Microsoft Bolsters Its Install-Heavy Software Strategy With Enterprise IM Buy
from the chattin-at-work dept
There is little doubt that instant messaging has become a tool in many employees' arsenal, with one estimate saying it's used in some manner by 85% of all businesses. To some extent, though, employees and their employers are still trying to figure out the best way to integrate IM in the workplace. There are several companies selling enterprise-focused IM systems, but for the most part, corporate IM use still relies on the same consumer-focused services used by teenagers and web surfers everywhere.

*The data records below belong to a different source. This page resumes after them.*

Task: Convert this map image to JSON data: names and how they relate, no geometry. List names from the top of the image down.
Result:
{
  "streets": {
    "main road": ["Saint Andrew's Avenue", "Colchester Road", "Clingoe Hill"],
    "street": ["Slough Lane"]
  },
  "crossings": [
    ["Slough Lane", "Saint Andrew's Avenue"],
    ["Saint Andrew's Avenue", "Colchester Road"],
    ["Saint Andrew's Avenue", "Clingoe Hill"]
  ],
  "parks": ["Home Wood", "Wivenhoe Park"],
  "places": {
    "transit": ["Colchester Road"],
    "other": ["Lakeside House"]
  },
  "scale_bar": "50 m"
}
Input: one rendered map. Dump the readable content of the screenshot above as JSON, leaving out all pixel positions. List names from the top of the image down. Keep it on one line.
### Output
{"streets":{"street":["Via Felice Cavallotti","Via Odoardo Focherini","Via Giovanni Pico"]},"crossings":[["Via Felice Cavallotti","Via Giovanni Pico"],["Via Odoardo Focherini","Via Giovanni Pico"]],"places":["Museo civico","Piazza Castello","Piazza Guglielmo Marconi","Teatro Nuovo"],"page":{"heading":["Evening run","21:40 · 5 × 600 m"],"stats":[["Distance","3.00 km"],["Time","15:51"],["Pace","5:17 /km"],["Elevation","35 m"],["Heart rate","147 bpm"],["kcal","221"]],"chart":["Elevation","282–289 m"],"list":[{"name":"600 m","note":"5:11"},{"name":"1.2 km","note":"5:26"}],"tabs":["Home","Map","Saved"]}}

This would seem to indicate that there's still a lot of potential in the market for IM services with features geared towards the corporate environment, whether they're enhanced security or compliance features, or different communications functions. To that end, Microsoft has announced that it's buying Parlano, which makes enterprise group chat software, and says it will integrate it into its Office Communications Server and Office Communicator. There's little doubt that there's room for a lot of features to be added for enterprise users, but the big question -- particularly for SMEs -- is whether they're worth paying for. One of the key factors in helping IM spread through the enterprise is the fact that there's a wide range of providers offering "good enough" solutions for free. Bundling the functionality in with other software, as Microsoft plans to do, is one way to try and compete with this, and reflect's Microsoft's strategic view that the emerging software as a service model in the enterprise market is bunk. Of course, the company says that because it's the complete antithesis of its own strategy, requiring huge amounts of installed software with expensive licenses. But with the growth in low-cost, or even free office software, the outlook for most paid IM solutions looks pretty cloudy. While enterprises might see the benefit in paying for software like Microsoft Office over less fully-featured free solutions, the idea that IM isn't so mission-critical (despite its widespread use) will help ensure the ongoing popularity of free IM systems.